The UK can fairly claim to be a leader in action on climate change. Between 1990 and 2019, our greenhouse gas emissions fell by 44%, compared to only 5% for the G7 overall. However, many policies to achieve this have been strikingly regressive.

The Climate Change Levy on fuel bills, for instance, hits poorest households hardest because energy bills take up proportionately a much larger part of their income than those on higher incomes. Some of the funds raised by the levy pay for schemes helping people on low incomes to improve their homes’ energy efficiency, such as the Carbon Savings Communities and Affordable Warmth schemes. But 2018 research showed that the poorest 10% of households paid £271 million towards the levy, with the costs of these two schemes coming to £220 million a year.

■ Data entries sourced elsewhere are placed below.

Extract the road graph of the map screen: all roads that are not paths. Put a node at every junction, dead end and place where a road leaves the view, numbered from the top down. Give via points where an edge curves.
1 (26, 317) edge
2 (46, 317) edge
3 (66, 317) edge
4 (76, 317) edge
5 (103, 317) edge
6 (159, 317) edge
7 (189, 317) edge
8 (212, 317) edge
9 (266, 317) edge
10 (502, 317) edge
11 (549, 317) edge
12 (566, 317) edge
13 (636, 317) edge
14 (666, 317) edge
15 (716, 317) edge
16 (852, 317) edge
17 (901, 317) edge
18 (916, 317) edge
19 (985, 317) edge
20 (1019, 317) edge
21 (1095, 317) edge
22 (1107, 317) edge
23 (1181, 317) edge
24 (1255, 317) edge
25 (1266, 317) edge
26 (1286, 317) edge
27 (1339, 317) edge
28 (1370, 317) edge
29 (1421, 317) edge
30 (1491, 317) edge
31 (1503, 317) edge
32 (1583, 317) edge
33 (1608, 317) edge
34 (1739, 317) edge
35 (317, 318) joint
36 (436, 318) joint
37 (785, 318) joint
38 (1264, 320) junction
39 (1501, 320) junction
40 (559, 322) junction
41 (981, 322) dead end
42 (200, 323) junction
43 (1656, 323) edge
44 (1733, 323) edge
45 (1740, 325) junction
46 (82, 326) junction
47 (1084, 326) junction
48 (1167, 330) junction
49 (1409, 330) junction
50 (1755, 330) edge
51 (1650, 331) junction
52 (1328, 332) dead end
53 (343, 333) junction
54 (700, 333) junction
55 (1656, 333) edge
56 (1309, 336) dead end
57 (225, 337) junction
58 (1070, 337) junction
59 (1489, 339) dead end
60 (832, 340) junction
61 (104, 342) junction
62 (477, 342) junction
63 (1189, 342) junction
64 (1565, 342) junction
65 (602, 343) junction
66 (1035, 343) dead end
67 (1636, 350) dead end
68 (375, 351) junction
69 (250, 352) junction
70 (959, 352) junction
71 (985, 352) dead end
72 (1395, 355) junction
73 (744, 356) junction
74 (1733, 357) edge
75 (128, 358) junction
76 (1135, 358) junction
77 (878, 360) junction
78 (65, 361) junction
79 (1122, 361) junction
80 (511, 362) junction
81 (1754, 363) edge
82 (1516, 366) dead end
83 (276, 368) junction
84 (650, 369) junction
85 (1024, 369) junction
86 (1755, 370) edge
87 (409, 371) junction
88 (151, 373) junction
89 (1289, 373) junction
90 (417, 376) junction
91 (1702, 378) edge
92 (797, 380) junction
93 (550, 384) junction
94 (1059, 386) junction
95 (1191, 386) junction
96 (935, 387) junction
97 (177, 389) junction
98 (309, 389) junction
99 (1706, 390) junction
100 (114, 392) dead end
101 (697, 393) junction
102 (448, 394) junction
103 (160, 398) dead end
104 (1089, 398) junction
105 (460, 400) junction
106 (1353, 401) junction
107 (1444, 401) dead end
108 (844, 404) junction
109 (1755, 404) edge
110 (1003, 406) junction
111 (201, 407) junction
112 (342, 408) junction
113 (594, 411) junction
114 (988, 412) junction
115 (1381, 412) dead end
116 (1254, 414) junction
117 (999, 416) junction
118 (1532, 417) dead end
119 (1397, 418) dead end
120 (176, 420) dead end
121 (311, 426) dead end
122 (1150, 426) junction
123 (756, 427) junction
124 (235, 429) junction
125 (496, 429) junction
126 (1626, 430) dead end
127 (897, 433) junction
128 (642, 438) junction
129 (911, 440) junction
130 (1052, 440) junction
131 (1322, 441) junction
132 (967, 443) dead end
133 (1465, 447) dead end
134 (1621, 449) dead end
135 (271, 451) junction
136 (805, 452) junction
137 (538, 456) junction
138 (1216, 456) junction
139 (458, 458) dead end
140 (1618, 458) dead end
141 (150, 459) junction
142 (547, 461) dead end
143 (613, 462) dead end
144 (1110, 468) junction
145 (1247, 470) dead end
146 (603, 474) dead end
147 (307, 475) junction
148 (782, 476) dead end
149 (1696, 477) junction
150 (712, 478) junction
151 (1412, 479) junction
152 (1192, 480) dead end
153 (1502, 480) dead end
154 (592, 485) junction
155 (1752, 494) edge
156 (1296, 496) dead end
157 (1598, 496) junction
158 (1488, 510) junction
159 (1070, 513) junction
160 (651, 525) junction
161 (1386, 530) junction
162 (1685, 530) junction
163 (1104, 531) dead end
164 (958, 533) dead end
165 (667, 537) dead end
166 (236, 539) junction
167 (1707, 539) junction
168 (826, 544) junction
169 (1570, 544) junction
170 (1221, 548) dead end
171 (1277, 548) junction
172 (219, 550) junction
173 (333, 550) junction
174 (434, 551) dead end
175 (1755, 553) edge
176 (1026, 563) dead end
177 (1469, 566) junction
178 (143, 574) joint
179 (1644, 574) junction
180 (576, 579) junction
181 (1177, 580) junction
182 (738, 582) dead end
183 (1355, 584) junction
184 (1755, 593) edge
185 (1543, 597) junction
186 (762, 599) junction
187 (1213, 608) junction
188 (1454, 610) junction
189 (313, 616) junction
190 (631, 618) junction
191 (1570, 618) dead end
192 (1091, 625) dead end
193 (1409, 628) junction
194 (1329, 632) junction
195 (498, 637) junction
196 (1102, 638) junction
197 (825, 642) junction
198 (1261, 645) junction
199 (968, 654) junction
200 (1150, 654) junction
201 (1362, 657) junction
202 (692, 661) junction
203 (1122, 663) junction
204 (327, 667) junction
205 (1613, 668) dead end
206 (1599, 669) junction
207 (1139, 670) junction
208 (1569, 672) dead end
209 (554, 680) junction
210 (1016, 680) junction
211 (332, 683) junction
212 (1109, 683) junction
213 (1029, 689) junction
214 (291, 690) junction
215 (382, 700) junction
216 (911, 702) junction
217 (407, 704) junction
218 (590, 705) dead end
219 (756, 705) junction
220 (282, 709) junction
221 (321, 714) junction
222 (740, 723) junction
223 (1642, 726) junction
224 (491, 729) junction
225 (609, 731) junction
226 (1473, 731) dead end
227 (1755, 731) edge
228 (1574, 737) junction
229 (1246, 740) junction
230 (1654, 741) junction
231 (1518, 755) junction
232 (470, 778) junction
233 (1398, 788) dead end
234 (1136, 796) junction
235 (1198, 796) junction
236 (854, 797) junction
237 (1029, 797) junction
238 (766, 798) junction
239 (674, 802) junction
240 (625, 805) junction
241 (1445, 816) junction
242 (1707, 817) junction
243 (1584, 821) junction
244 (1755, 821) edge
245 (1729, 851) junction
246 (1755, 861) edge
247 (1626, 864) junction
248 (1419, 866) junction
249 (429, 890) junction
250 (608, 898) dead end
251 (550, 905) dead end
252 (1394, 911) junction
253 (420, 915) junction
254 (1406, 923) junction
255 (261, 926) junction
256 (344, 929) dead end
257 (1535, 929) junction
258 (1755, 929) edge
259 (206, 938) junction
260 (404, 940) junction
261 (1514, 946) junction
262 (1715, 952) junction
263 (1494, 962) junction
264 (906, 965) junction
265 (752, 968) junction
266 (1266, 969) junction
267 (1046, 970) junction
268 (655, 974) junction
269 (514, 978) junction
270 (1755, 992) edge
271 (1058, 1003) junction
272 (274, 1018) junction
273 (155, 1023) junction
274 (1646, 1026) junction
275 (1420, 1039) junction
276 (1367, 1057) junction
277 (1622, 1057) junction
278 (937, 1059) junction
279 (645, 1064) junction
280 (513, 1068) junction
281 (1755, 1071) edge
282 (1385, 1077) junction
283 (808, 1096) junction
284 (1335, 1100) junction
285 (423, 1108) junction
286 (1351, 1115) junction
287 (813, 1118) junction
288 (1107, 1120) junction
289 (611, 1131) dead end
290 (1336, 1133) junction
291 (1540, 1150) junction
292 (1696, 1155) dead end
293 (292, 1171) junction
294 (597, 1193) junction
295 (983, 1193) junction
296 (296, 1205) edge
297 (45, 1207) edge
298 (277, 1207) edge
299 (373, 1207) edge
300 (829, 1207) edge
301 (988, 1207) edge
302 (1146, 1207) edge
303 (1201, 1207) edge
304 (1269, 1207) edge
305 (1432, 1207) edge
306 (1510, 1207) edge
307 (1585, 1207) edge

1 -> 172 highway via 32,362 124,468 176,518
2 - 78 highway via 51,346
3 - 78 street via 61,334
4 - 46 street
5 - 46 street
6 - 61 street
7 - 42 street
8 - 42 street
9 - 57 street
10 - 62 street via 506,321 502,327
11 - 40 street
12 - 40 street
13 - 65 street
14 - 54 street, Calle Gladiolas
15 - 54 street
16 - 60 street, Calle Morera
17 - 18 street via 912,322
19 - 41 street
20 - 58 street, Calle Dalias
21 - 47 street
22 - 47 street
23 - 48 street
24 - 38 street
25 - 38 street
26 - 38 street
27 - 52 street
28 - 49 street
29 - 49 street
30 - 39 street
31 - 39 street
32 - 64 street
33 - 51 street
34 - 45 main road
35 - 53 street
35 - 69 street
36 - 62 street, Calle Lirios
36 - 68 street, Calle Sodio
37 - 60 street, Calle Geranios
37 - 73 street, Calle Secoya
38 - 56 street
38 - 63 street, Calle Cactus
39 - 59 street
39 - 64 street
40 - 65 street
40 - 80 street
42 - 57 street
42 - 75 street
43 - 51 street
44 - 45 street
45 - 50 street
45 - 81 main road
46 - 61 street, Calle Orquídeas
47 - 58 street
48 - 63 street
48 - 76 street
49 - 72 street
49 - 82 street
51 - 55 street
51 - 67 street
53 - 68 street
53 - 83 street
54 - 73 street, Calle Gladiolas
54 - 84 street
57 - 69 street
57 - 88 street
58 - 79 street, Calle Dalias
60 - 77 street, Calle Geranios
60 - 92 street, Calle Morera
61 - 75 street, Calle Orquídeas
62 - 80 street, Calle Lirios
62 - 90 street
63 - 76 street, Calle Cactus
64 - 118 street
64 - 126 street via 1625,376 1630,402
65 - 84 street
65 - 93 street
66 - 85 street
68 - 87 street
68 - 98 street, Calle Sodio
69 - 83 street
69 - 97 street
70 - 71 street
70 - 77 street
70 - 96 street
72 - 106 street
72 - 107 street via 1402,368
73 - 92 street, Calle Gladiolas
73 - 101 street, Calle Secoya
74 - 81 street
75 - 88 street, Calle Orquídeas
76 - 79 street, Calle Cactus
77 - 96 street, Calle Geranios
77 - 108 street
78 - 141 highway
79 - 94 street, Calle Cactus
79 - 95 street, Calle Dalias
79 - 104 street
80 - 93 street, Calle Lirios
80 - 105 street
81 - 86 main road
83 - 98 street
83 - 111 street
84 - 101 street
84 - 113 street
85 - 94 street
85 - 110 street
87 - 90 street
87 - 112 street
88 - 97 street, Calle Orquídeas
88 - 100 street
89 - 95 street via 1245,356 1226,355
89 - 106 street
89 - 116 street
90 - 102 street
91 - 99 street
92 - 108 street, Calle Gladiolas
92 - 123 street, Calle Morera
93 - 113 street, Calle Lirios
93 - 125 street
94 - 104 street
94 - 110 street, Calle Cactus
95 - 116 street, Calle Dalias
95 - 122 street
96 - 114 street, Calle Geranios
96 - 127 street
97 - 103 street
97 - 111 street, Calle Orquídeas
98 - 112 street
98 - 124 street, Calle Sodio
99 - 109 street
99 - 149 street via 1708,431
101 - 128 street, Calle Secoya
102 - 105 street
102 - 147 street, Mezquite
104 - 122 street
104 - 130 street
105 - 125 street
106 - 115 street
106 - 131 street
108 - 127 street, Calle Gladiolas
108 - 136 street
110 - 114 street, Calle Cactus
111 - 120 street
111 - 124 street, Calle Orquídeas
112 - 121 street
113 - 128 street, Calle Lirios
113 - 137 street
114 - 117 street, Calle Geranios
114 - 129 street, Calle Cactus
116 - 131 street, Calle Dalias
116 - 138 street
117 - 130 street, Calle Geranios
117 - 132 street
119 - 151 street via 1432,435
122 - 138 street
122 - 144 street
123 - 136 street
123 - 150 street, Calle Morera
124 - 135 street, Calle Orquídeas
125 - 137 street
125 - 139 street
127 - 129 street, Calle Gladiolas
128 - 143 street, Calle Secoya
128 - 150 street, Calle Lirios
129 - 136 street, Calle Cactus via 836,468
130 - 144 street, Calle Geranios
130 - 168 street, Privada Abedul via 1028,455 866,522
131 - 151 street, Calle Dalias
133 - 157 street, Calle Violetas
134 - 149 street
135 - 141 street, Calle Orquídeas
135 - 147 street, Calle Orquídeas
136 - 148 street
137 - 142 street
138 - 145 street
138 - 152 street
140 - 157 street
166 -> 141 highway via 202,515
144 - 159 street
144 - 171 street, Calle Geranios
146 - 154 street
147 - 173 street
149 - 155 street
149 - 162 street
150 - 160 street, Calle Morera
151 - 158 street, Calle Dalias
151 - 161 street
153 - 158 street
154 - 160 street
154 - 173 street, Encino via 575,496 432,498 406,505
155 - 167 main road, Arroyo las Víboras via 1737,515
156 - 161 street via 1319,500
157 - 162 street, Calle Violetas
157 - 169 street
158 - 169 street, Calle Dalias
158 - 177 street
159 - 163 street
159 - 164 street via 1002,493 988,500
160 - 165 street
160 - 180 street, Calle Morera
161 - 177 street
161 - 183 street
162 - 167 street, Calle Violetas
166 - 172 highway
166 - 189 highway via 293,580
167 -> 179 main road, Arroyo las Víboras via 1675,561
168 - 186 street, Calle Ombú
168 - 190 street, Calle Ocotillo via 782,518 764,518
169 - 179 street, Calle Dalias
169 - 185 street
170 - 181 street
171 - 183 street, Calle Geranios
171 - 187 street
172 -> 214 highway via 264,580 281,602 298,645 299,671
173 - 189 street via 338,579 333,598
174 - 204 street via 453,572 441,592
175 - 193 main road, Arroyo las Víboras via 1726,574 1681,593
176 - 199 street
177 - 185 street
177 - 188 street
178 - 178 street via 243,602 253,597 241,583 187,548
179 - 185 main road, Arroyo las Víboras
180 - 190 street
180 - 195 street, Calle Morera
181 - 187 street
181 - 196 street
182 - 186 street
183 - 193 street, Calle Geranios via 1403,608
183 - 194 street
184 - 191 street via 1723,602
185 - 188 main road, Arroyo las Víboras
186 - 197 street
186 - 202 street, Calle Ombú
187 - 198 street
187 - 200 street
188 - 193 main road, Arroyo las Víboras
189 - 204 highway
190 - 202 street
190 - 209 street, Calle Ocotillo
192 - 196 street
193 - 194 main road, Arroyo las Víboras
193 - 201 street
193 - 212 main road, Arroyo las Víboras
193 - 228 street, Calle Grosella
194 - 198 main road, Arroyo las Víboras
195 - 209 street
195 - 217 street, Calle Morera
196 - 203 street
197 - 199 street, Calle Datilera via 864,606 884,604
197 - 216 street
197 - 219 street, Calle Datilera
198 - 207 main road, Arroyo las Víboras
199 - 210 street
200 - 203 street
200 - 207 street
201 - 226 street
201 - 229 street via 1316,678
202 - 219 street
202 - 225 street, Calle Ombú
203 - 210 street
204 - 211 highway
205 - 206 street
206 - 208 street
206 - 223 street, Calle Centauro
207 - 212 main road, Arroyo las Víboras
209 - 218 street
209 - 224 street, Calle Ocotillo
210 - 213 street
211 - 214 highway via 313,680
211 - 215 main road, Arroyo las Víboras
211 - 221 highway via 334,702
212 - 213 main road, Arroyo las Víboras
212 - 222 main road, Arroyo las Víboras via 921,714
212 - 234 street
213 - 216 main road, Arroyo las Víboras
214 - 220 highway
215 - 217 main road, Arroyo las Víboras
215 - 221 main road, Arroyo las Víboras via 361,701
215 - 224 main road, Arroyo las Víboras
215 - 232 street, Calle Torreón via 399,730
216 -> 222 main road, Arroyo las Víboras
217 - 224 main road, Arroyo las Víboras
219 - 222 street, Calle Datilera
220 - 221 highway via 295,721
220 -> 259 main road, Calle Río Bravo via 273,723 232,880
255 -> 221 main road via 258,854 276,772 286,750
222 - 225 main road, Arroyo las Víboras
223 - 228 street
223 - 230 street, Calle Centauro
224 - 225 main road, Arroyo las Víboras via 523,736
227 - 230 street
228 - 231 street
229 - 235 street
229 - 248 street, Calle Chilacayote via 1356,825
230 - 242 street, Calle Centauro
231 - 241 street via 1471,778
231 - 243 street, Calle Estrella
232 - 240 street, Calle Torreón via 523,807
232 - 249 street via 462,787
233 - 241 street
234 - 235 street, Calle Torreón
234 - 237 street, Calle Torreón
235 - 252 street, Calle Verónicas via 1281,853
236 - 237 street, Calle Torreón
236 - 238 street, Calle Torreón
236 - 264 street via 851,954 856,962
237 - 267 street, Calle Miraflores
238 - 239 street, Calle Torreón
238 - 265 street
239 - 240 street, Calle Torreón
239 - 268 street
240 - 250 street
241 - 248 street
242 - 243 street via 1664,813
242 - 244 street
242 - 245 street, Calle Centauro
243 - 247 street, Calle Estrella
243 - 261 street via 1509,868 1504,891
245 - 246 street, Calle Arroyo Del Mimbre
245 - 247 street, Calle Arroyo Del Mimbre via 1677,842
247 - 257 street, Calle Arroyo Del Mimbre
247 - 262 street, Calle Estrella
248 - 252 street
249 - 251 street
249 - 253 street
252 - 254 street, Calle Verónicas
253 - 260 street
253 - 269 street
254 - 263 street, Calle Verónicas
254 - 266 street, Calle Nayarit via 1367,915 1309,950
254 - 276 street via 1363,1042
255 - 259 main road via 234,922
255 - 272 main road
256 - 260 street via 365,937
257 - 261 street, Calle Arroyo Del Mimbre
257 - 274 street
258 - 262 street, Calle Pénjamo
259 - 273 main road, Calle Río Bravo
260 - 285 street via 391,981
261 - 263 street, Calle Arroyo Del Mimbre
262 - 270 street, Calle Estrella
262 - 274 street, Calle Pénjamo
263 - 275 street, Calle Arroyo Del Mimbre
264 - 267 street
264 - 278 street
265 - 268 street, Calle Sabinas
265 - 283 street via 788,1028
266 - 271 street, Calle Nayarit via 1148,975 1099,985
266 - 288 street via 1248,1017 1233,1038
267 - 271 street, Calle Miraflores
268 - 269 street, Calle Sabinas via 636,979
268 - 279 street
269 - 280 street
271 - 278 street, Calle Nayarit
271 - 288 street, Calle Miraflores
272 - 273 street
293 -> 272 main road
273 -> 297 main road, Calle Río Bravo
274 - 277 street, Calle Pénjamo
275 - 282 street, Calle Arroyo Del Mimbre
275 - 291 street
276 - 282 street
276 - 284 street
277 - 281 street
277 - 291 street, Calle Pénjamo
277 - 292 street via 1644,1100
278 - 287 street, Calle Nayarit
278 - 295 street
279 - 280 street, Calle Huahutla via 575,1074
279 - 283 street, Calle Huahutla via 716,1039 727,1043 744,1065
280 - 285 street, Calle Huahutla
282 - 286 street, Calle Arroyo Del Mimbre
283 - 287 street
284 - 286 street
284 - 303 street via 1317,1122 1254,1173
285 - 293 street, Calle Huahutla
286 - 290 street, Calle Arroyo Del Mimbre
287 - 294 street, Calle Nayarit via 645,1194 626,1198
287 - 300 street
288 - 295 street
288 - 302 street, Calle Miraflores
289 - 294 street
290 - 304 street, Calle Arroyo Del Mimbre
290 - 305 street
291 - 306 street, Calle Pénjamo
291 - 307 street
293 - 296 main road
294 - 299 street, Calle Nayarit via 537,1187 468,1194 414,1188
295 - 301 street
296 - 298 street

The richest tenth of the population have a carbon footprint more than three times as large as the poorest tenth. Poorer households consume less, but their spending is more carbon-intensive (because of the high share of their income which goes on things like energy bills).

That does not we should halt or slow the transition to Net Zero, however. On the contrary, the poor contribute much less to climate change but are more exposed to its negative consequences. They suffer more from air pollution. They disproportionately live in places likely to be flooded, without insurance to cover the costs. Many live in houses they struggle to heat, leaving them exposed to cold and damp. 

Indeed, the Treasury’s Net Zero Review acknowledges that higher income households contribute more to climate change but those on lower incomes are more exposed to the additional costs of transition. However, it argues that the variation within income groups means public spending should be targeted at ‘specific decarbonisation measures for low-income households’ rather than at broader measures through the tax or social security systems. How well will this approach work? 

Transport is the biggest contributor to the UK’s greenhouse gas emissions, with next to no progress in reducing emissions since 1990. So far the Government’s response has largely focused on increasing adoption of electric cars. It recognises this will advantage those who can afford a new, expensive vehicle and to install charging points. The Net Zero Review acknowledges this means policies increasing the cost of dirtier cars will become more regressive, but there is no mention of expanding access to public transport, despite the fact that many people on low incomes are already shut out of opportunities because of poor transport links.

Decarbonising our homes is another key plank of the Net Zero agenda. The Heat and Buildings Strategy sets out a strategy based primarily around moving from gas boilers to heat pumps and increasing home insulation. The majority of those on low incomes rent either from local authorities and housing associations or in the private rented sector. So it’s encouraging to see action to insulate these homes, especially as the least well off are increasingly living in the least energy-efficient homes (a change from a decade ago). The Conservative manifesto promised about £1 billion to insulate English social housing between 2022 and 2025. The Government has announced just under that so far, but even if they hit the manifesto target it will be well short of the £6bn the Resolution Foundation estimates is required.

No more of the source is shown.